In fairness, in his first term he successfully navigated the country through the difficult waters of the bailout, a collapse of the economy and the banking sector and an assistance programme, laying the foundations for recovery that arrived sooner than it was reasonable to expect. Apart from spurning the best opportunity for a settlement of the Cyprus problem, his legacy will also be tarnished by several major scandals that have been exposed after he left office and the Christodoulides government must now deal with.

After the report of the audit office about the host of illegalities that allowed the operation of the fish farm in Trimiklini, to which the authorities turned a blind eye for years, a new scandal surfaced on Friday. The audit office released a 150-page report about the contract for the creation of an LNG terminal at Vassiliko, which should have been completed two years ago, but is still nowhere near completion. The report described the overall management of the project as “tragic”, estimating that so far it had cost the taxpayer €542 million excluding VAT.

The contract was signed in December 2019 and the contractor has so far submitted four delivery timetables – September 2022, July 2023, October 2023, July 2024 – with serious doubts in government circles that the project will be completed in July, as the vessel that would convert the LNG and pump gas to power stations is still in dry dock in Shanghai. An additional €25 million, meanwhile, was paid to the contractor for increased costs after he threatened to quit although, according to the audit office, there was no such provision in the contract, while no compensation was sought by Etyfa (the Defa subsidiary in charge of the project) for the delays.

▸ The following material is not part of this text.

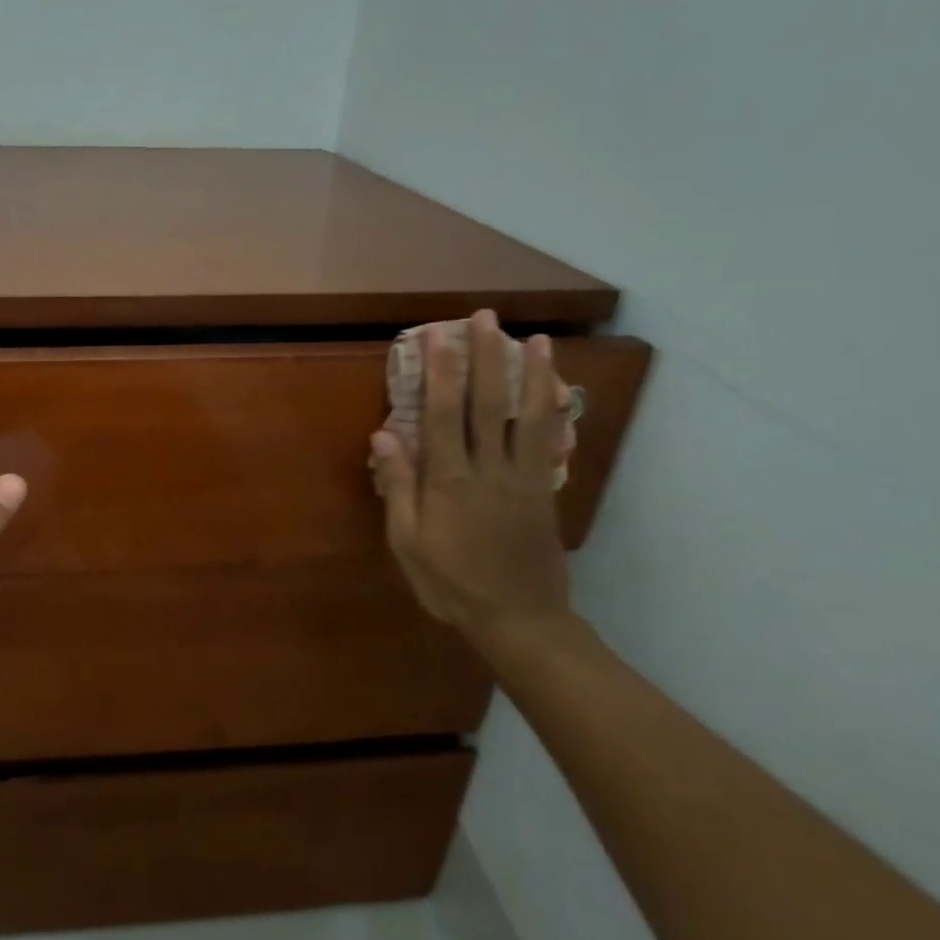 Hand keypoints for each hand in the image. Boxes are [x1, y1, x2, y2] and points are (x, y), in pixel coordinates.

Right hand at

Best practices were not followed in procedures for awarding the project, with all bidders apart from the winning consortium excluded from the evaluation stage of the tenders, the report said. That the only tenderer at the final stage was a consortium led by a company that had never undertaken such a project was astonishing and an explanation for the long delays. The audit office said it intended to report the Republic to the European Public Prosecutor’s Office as the EU provided part of the project’s funding.

Meanwhile last month the government pulled the plug on another project that was sanctioned by Anastasiades personally and proved an unmitigated disaster – the waste treatment plant in Pentakomo. In December the government wrote to companies running the plant ordering them to vacate the premises in 14 days. The companies had no past experience in waste treatment but were given the contract, against the advice of the EU, because they made the lowest bid. The plant was created so the Limassol district would stop using landfills for household waste, as per EU directives. The treated waste, however, is still being buried because the secondary fuel the plant produces is so poor there are no takers, even for free.

As this project was also funded by the EU, the risk now is that Brussels could demand the return of its grant as the results for which it was given were never delivered. Should the audit office not be investigating this scandal, which could cost the taxpayer in excess of €100m if the EU seeks the return of its grant? For some reason, this scandal has been completely ignored by the audit office, for no obvious reason.

If the audit office is not interested in looking into the matter, the government must order an in-depth investigation of the Pentakomo fiasco (an enquiry carried out by the Anastasiades government was a whitewash) to establish who was responsible. As in the case of the fish farm and the LNG terminal, officials signed off on these costly blunders. They may have had orders from above, but the public has a right to know because it is the taxpayer that is picking up the bill for these dubious government decisions. In the case of the fish farm, local communities have suffered the consequences of the state-blessed illegalities.

All these costly failures are the legacy of Nicos Anastasiades, and people need to know how involved the former president was in the decision-making that was rarely in the public interest. President Nikos Christodoulides, to his credit, did not allow the Pentakomo fiasco to continue, as his predecessor had done. Now he must take the next step of establishing who was responsible and show that there is no impunity for those who put other interests above those of the public. There is no other way of stopping the abuses of power that cost the taxpayer so much.